Con il 65,32% dei voti Giuseppe Proietti è stato eletto al suo secondo mandato come sindaco di Tivoli. Il ballottaggio di ieri ha confermato il pronostico della vigilia: il sindaco uscente, sostenuto da dodici liste civiche, ha battuto nettamente il candidato della Lega Vincenzo Tropiano. Bassa l'affluenza, che si ferma al 44% sotto la media nazionale. Mentre un po' ovunque a livello locale si riafferma il bipolarismo centrodestra centrosinistra, con il Movimento 5 stelle escluso in provincia di Roma da tutti i ballottaggi, resiste l'anomalia di Tivoli dove a vincere è invece un modello di civismo moderato, che ha saputo attrarre molti dei voti della destra ma anche della sinistra e tolto ogni spazio al Movimento 5 stelle (fermo al 6.5%).

Il sindaco dei beni culturali

Proietti è un'autorità nel campo della tutela, della gestione e della valorizzazione dei beni culturali e archeologici.
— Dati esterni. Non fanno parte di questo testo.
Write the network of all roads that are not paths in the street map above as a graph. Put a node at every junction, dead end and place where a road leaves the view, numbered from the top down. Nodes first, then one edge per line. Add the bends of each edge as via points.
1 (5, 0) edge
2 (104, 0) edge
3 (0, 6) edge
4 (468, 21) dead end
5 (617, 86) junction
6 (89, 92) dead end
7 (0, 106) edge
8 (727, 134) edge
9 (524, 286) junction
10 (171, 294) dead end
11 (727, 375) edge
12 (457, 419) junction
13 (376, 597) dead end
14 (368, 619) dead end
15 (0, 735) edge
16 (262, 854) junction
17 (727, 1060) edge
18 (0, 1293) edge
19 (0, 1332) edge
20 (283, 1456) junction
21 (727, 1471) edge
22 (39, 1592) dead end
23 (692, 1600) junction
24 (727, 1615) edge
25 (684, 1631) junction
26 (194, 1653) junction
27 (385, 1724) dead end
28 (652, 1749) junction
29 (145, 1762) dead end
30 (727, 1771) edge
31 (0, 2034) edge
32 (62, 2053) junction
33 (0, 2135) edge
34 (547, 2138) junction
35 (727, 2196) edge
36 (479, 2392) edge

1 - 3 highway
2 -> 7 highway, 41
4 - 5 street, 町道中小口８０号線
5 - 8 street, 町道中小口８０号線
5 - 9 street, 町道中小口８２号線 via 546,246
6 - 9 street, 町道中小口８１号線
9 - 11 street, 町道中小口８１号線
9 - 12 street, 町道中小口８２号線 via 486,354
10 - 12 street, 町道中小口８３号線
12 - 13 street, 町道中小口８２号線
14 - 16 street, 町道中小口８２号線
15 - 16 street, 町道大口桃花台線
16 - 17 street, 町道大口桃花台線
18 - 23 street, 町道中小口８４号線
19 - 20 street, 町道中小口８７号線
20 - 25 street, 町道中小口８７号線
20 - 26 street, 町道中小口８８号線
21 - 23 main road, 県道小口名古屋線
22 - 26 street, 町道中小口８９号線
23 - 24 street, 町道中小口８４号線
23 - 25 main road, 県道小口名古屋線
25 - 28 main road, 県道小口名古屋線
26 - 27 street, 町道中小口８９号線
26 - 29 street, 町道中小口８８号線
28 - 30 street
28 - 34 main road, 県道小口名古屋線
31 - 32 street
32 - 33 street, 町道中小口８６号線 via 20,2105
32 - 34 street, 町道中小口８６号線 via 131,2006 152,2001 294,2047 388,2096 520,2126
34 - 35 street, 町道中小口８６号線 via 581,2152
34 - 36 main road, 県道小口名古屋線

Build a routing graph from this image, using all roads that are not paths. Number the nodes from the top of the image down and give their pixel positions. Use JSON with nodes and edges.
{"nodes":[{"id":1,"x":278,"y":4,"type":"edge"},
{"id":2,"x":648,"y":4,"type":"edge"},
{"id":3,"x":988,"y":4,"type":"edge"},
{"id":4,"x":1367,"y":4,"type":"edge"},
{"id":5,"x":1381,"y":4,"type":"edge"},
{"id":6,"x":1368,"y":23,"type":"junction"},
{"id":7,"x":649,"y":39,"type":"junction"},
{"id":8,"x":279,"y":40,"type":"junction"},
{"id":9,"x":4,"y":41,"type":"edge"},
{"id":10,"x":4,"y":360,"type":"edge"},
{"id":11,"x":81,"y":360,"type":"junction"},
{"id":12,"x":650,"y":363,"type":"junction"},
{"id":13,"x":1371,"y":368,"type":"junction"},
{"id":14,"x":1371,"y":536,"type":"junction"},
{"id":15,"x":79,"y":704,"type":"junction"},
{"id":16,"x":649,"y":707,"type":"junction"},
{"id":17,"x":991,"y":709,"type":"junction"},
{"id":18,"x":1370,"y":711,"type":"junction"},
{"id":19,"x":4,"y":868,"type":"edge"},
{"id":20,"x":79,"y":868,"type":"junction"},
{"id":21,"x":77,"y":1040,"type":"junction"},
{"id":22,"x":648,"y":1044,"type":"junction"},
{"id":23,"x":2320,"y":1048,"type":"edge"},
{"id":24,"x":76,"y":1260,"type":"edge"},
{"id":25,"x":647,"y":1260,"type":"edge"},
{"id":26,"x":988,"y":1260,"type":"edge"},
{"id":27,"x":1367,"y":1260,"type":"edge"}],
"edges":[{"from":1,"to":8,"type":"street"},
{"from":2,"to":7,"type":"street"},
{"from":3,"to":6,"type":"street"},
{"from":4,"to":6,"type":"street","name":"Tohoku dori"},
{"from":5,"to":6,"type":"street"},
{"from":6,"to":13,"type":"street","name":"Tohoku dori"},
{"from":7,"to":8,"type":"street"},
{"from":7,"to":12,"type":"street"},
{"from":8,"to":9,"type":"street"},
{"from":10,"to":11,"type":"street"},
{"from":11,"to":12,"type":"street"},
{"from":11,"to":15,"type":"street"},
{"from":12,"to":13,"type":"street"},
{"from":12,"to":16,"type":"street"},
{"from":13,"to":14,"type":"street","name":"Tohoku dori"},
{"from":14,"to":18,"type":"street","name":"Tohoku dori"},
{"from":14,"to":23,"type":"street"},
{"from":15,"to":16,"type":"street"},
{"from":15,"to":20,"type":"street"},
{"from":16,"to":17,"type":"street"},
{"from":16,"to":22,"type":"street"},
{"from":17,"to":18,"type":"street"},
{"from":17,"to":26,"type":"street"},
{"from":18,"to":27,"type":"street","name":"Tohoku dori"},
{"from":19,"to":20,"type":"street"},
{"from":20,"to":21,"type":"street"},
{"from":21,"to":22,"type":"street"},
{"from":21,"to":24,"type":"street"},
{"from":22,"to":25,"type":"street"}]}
Nato e cresciuto a Tivoli, è stato Presidente del Gruppo Nazionale Italiano per la Lista del Patrimonio Mondiale dell’Unesco dal 1994 al 2005, nel periodo in cui Villa d’Este e Villa Adriana hanno ottenuto l’iscrizione alla World Heritage List. Prima di dedicarsi alla carica di primo cittadino è stato anche Soprintendente alle Antichità di Roma e Soprintendente alle Antichità di Pompei, Direttore Generale alle Antichità d’Italia e Segretario Generale del Ministero dei beni culturali.